= PROBLEM TO WORK ON =
Wherever a line of the records contains "Zirkonstraße", copy that line.

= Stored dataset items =
******************************

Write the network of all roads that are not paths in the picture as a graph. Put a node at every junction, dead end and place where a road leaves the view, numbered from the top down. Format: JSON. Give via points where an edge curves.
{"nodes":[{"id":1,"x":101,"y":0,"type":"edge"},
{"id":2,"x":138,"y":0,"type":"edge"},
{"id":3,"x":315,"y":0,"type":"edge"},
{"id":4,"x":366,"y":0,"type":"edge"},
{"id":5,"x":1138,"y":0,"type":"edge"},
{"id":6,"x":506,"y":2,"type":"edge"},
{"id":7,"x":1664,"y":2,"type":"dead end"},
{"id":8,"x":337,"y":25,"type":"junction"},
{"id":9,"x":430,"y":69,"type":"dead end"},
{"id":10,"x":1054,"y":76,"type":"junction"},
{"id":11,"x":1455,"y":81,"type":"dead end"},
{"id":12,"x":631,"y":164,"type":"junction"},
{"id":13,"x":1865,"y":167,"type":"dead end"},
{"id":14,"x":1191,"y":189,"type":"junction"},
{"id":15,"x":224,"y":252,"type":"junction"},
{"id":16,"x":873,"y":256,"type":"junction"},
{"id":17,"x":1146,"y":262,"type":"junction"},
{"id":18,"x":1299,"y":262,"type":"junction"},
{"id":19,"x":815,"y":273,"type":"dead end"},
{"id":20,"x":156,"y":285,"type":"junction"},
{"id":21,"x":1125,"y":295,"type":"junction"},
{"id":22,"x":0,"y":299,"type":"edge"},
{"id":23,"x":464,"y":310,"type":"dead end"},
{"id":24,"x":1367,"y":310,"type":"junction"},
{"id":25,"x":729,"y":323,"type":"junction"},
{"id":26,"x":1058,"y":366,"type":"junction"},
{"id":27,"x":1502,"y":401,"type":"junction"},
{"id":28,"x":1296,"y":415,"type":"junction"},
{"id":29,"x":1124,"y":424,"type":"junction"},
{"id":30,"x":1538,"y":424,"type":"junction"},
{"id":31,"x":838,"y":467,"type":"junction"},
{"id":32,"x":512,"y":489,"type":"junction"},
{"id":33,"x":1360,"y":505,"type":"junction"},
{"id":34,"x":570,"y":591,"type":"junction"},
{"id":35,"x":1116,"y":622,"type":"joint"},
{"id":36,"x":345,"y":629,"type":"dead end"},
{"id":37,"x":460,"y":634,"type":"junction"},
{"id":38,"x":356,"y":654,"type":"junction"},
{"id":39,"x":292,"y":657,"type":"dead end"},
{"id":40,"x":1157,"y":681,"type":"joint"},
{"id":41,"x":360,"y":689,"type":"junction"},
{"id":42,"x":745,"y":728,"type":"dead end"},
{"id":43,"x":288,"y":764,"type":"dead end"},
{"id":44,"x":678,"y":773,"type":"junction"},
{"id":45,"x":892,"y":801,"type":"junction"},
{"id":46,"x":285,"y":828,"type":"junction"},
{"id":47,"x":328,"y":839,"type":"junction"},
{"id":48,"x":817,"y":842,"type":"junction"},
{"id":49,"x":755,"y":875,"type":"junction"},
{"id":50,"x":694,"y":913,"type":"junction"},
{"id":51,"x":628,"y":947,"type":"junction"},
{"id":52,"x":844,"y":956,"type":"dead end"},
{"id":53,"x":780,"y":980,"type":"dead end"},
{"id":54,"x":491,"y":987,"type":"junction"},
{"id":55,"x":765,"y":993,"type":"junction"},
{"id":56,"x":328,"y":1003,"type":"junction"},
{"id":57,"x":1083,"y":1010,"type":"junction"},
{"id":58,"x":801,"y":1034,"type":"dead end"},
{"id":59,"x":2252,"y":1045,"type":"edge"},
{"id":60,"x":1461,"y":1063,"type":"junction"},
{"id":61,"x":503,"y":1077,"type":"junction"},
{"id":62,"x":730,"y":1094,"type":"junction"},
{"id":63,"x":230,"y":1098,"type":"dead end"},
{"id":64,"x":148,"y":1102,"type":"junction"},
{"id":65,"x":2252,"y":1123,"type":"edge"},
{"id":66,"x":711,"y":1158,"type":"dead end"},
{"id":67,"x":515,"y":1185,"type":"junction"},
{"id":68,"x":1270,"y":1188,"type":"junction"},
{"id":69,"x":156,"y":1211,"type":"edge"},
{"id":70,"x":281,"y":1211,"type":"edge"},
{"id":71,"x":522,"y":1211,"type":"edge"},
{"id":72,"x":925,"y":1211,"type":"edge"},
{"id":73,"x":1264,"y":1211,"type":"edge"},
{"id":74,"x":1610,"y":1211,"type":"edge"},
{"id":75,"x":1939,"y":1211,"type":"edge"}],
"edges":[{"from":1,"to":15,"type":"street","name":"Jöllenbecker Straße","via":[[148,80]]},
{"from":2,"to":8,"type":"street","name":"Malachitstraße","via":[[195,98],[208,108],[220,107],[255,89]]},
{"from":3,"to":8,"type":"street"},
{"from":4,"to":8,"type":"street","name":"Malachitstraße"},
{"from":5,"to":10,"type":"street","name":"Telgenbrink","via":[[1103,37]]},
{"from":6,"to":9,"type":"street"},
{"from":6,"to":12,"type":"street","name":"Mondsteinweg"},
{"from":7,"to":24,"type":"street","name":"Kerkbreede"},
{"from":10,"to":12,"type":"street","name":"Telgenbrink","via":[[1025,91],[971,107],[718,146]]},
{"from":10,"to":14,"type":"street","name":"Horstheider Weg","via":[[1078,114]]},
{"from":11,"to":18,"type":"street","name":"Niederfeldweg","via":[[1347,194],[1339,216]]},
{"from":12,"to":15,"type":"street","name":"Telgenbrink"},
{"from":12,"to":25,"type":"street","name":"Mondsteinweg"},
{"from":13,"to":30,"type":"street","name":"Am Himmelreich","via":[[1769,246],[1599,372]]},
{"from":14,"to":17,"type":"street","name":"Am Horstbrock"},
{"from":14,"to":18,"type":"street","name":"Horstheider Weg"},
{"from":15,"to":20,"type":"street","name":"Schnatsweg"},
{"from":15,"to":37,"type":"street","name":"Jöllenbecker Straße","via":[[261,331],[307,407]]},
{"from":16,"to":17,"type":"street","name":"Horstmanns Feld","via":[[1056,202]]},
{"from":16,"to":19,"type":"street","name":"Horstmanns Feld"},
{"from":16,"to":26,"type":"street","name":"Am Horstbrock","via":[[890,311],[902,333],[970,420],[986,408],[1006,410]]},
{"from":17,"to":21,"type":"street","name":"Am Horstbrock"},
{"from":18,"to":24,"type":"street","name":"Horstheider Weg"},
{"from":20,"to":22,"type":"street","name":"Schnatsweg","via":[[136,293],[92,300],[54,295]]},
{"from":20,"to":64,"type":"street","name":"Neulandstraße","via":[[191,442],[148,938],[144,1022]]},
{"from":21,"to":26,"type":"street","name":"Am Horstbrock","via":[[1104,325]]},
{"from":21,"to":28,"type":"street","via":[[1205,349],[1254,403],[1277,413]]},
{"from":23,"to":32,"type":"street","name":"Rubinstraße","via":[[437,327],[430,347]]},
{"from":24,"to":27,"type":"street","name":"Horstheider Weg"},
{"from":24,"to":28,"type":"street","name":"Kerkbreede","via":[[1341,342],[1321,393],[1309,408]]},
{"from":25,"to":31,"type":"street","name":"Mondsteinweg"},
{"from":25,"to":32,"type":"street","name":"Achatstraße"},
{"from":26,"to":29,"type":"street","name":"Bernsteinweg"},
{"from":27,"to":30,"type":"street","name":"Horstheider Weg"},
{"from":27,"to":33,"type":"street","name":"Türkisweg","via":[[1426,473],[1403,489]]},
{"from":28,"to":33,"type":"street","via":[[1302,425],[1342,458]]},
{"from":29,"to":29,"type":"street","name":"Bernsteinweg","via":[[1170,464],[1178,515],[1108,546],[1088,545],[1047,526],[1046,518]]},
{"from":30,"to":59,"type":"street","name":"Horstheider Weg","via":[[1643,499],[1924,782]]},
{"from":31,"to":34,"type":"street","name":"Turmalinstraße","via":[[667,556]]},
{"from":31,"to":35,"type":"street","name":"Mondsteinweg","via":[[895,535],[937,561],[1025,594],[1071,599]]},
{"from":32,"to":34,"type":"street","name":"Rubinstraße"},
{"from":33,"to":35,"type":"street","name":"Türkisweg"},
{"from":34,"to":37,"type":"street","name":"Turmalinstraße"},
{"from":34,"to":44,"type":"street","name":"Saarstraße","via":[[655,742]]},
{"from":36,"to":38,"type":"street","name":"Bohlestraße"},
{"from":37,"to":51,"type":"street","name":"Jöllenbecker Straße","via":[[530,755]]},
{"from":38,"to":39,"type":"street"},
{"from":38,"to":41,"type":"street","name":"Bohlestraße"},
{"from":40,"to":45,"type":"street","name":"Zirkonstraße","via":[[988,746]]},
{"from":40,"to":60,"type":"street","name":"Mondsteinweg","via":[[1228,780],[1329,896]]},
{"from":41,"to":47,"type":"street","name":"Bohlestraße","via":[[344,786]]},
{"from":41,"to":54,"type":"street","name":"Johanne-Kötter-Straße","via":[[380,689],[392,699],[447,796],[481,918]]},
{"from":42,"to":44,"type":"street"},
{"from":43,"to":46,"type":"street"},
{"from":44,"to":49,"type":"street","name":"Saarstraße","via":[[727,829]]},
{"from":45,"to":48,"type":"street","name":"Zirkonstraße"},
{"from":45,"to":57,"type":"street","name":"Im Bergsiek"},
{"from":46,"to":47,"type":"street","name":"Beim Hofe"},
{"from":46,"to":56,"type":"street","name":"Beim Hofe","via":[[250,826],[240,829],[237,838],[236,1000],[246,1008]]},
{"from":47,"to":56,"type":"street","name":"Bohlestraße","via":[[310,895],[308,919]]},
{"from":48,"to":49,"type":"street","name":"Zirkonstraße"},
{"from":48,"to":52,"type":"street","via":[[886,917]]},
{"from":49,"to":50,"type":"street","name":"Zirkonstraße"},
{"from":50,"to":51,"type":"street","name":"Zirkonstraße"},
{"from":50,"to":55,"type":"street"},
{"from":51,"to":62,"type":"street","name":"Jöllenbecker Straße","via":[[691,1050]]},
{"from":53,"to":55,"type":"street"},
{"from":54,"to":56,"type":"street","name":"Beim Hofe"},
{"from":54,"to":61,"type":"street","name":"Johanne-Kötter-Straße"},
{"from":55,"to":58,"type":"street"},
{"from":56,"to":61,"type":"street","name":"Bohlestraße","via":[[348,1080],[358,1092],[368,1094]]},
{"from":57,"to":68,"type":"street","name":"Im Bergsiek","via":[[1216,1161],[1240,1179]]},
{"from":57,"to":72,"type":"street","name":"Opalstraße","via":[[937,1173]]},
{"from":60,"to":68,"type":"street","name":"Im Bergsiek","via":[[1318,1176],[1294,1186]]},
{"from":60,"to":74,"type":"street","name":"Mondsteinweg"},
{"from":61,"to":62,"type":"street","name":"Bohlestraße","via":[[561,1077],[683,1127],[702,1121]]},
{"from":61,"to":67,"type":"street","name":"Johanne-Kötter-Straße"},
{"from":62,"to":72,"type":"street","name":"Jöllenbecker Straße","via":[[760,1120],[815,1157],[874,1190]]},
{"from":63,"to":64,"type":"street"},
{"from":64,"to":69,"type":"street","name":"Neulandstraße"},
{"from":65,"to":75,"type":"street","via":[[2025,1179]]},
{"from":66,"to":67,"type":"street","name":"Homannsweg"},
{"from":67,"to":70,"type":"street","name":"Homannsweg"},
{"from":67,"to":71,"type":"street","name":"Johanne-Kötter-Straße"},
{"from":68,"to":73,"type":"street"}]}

******************************

= TASK ANSWER =
{"from":40,"to":45,"type":"street","name":"Zirkonstraße","via":[[988,746]]},
{"from":45,"to":48,"type":"street","name":"Zirkonstraße"},
{"from":48,"to":49,"type":"street","name":"Zirkonstraße"},
{"from":49,"to":50,"type":"street","name":"Zirkonstraße"},
{"from":50,"to":51,"type":"street","name":"Zirkonstraße"},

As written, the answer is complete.